[Collected data]

****************

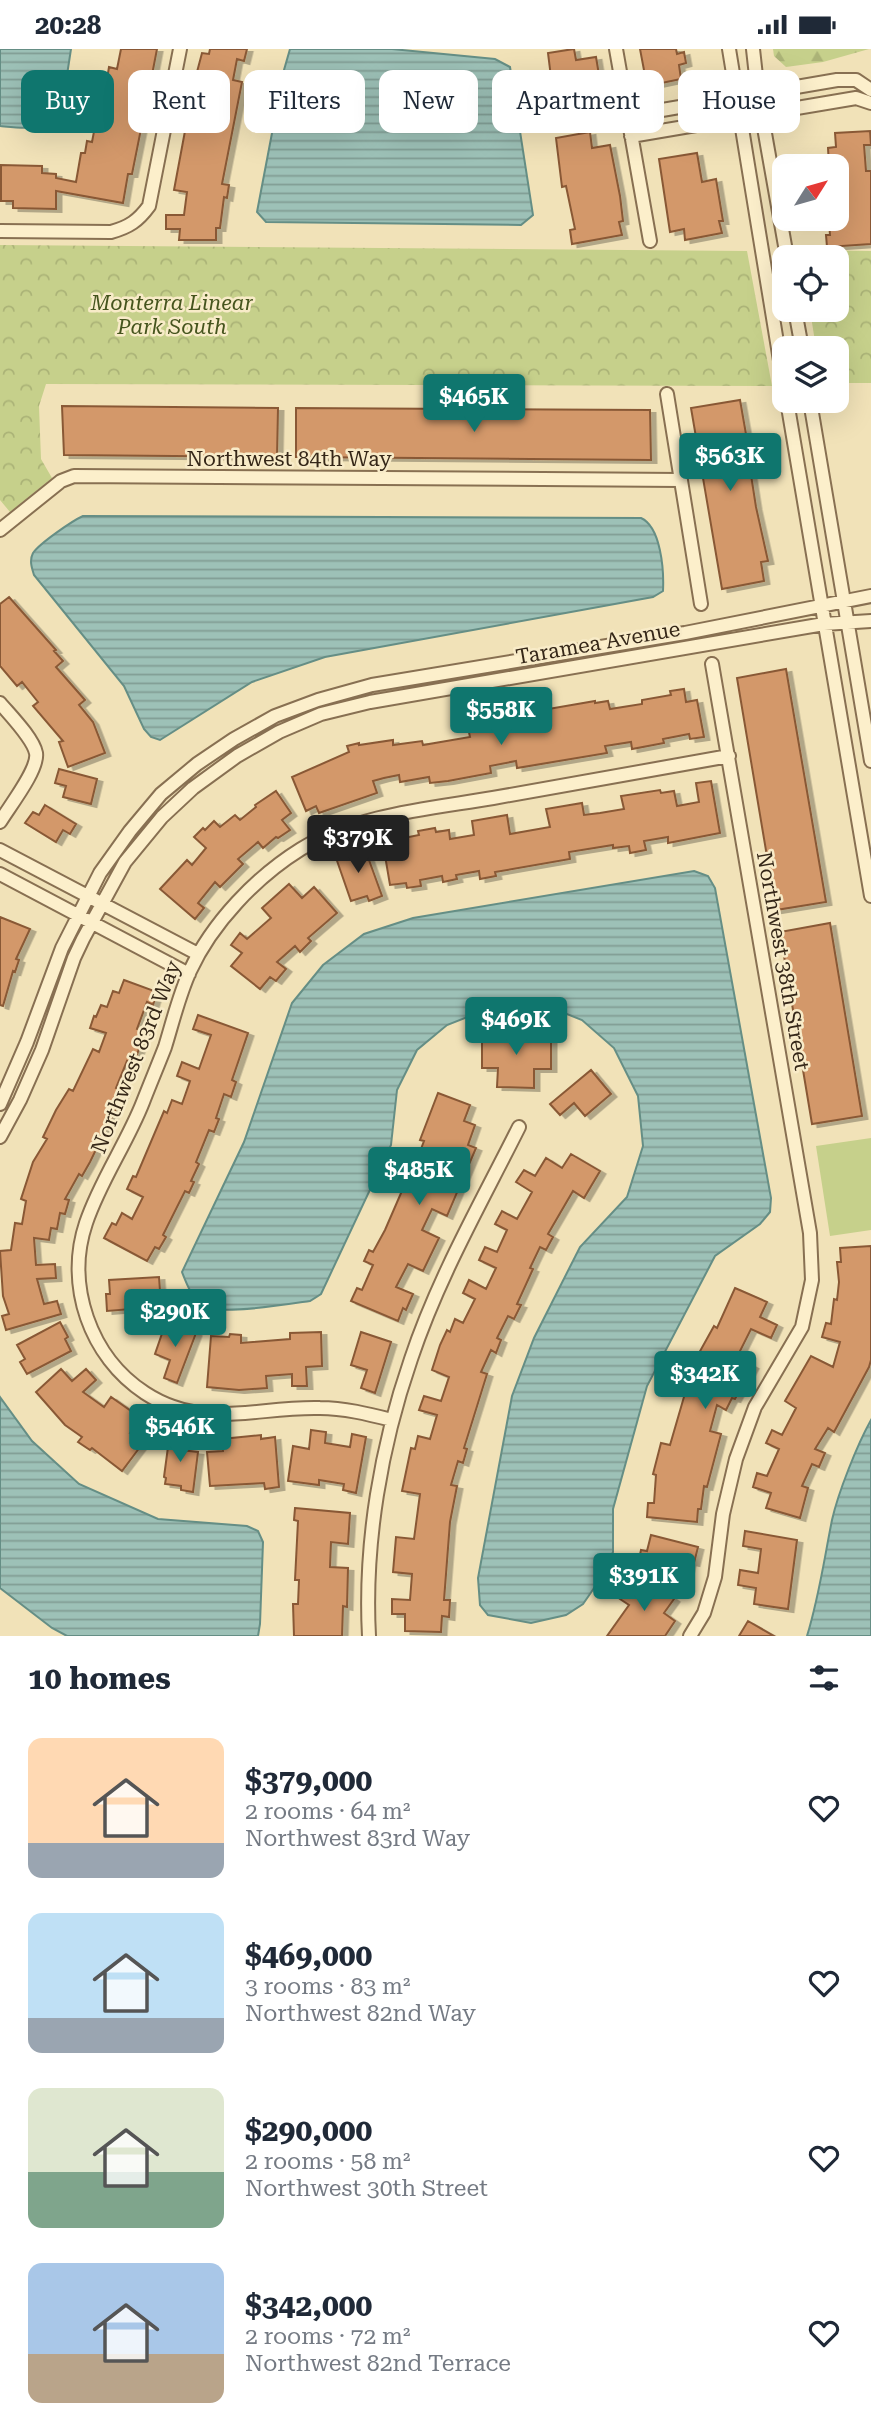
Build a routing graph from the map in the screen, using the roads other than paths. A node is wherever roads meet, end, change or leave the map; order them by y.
1 (180, 49) edge
2 (616, 49) edge
3 (729, 49) edge
4 (753, 49) edge
5 (619, 70) edge
6 (733, 70) edge
7 (755, 70) edge
8 (800, 87) edge
9 (871, 90) edge
10 (871, 103) edge
11 (800, 107) edge
12 (678, 128) edge
13 (630, 133) edge
14 (744, 133) edge
15 (766, 133) edge
16 (631, 136) junction
17 (0, 231) edge
18 (650, 241) dead end
19 (785, 245) edge
20 (776, 336) edge
21 (667, 394) dead end
22 (789, 413) edge
23 (812, 413) edge
24 (681, 480) junction
25 (0, 530) edge
26 (871, 596) edge
27 (844, 601) junction
28 (701, 604) dead end
29 (821, 607) junction
30 (871, 621) edge
31 (847, 623) junction
32 (824, 624) junction
33 (712, 664) dead end
34 (0, 703) edge
35 (729, 756) junction
36 (871, 761) edge
37 (0, 822) edge
38 (0, 850) edge
39 (0, 874) edge
40 (871, 896) edge
41 (87, 897) junction
42 (102, 905) junction
43 (78, 915) junction
44 (93, 922) junction
45 (198, 954) junction
46 (189, 974) junction
47 (0, 1104) edge
48 (519, 1128) dead end
49 (0, 1137) edge
50 (392, 1420) junction
51 (369, 1636) edge
52 (690, 1636) edge

1 - 17 street
2 - 5 street
3 - 6 street
4 - 7 street
8 - 9 street
10 - 11 street
12 - 16 street
13 - 16 street
14 - 20 street
15 - 19 street
16 - 18 street
21 - 24 street
22 - 29 street
23 - 27 street
24 - 25 street, Northwest 84th Way
24 - 28 street
26 - 27 street, Taramea Avenue
27 - 29 street, Taramea Avenue
27 - 31 street
29 - 32 street
29 - 41 street, Taramea Avenue
30 - 31 street, Taramea Avenue
31 - 32 street, Taramea Avenue
31 - 36 street
32 - 40 street
32 - 42 street, Taramea Avenue
33 - 35 street, Northwest 38th Street
34 - 37 street
35 - 45 street, Northwest 83rd Way
35 - 52 street, Northwest 38th Street
38 - 41 street
39 - 43 street
41 - 42 street
41 - 43 street, Taramea Avenue
42 - 44 street, Taramea Avenue
42 - 45 street
43 - 44 street
43 - 47 street, Taramea Avenue
44 - 46 street
44 - 49 street, Taramea Avenue
45 - 46 street, Northwest 83rd Way
46 - 50 street, Northwest 83rd Way
48 - 50 street
50 - 51 street

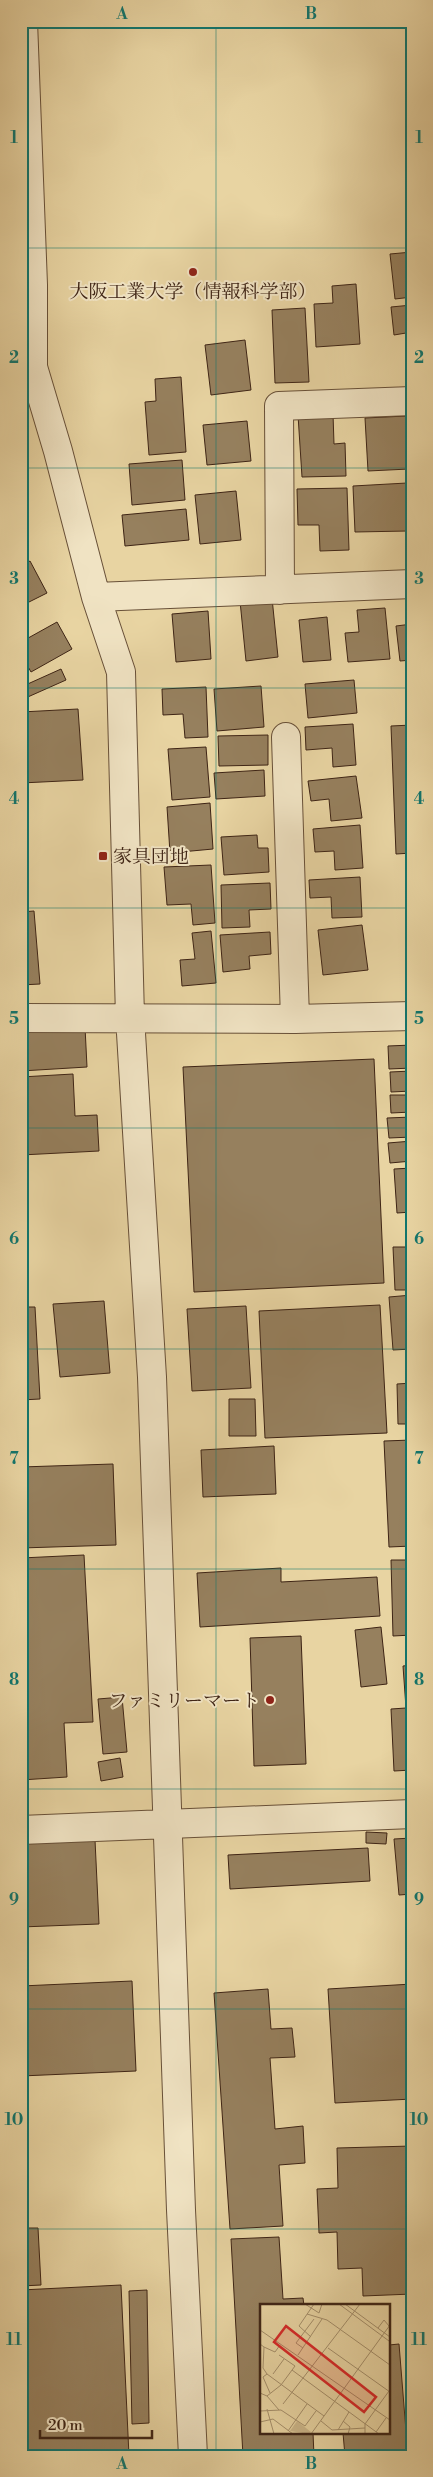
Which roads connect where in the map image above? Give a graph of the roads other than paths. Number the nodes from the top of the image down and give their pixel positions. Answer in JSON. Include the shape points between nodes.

****************

Activity: Transcribe the whole of the data exactly, minus any pictures.

Solution to the exercise:
Build a routing graph from the map in the screen, using the roads other than paths. A node is wherever roads meet, end, change or leave the map; order them by y.
1 (180, 49) edge
2 (616, 49) edge
3 (729, 49) edge
4 (753, 49) edge
5 (619, 70) edge
6 (733, 70) edge
7 (755, 70) edge
8 (800, 87) edge
9 (871, 90) edge
10 (871, 103) edge
11 (800, 107) edge
12 (678, 128) edge
13 (630, 133) edge
14 (744, 133) edge
15 (766, 133) edge
16 (631, 136) junction
17 (0, 231) edge
18 (650, 241) dead end
19 (785, 245) edge
20 (776, 336) edge
21 (667, 394) dead end
22 (789, 413) edge
23 (812, 413) edge
24 (681, 480) junction
25 (0, 530) edge
26 (871, 596) edge
27 (844, 601) junction
28 (701, 604) dead end
29 (821, 607) junction
30 (871, 621) edge
31 (847, 623) junction
32 (824, 624) junction
33 (712, 664) dead end
34 (0, 703) edge
35 (729, 756) junction
36 (871, 761) edge
37 (0, 822) edge
38 (0, 850) edge
39 (0, 874) edge
40 (871, 896) edge
41 (87, 897) junction
42 (102, 905) junction
43 (78, 915) junction
44 (93, 922) junction
45 (198, 954) junction
46 (189, 974) junction
47 (0, 1104) edge
48 (519, 1128) dead end
49 (0, 1137) edge
50 (392, 1420) junction
51 (369, 1636) edge
52 (690, 1636) edge

1 - 17 street
2 - 5 street
3 - 6 street
4 - 7 street
8 - 9 street
10 - 11 street
12 - 16 street
13 - 16 street
14 - 20 street
15 - 19 street
16 - 18 street
21 - 24 street
22 - 29 street
23 - 27 street
24 - 25 street, Northwest 84th Way
24 - 28 street
26 - 27 street, Taramea Avenue
27 - 29 street, Taramea Avenue
27 - 31 street
29 - 32 street
29 - 41 street, Taramea Avenue
30 - 31 street, Taramea Avenue
31 - 32 street, Taramea Avenue
31 - 36 street
32 - 40 street
32 - 42 street, Taramea Avenue
33 - 35 street, Northwest 38th Street
34 - 37 street
35 - 45 street, Northwest 83rd Way
35 - 52 street, Northwest 38th Street
38 - 41 street
39 - 43 street
41 - 42 street
41 - 43 street, Taramea Avenue
42 - 44 street, Taramea Avenue
42 - 45 street
43 - 44 street
43 - 47 street, Taramea Avenue
44 - 46 street
44 - 49 street, Taramea Avenue
45 - 46 street, Northwest 83rd Way
46 - 50 street, Northwest 83rd Way
48 - 50 street
50 - 51 street

Which roads connect where in the map image above? Give a graph of the roads other than paths. Number the nodes from the top of the image down and give their pixel positions. Answer in JSON. Include the shape points between nodes.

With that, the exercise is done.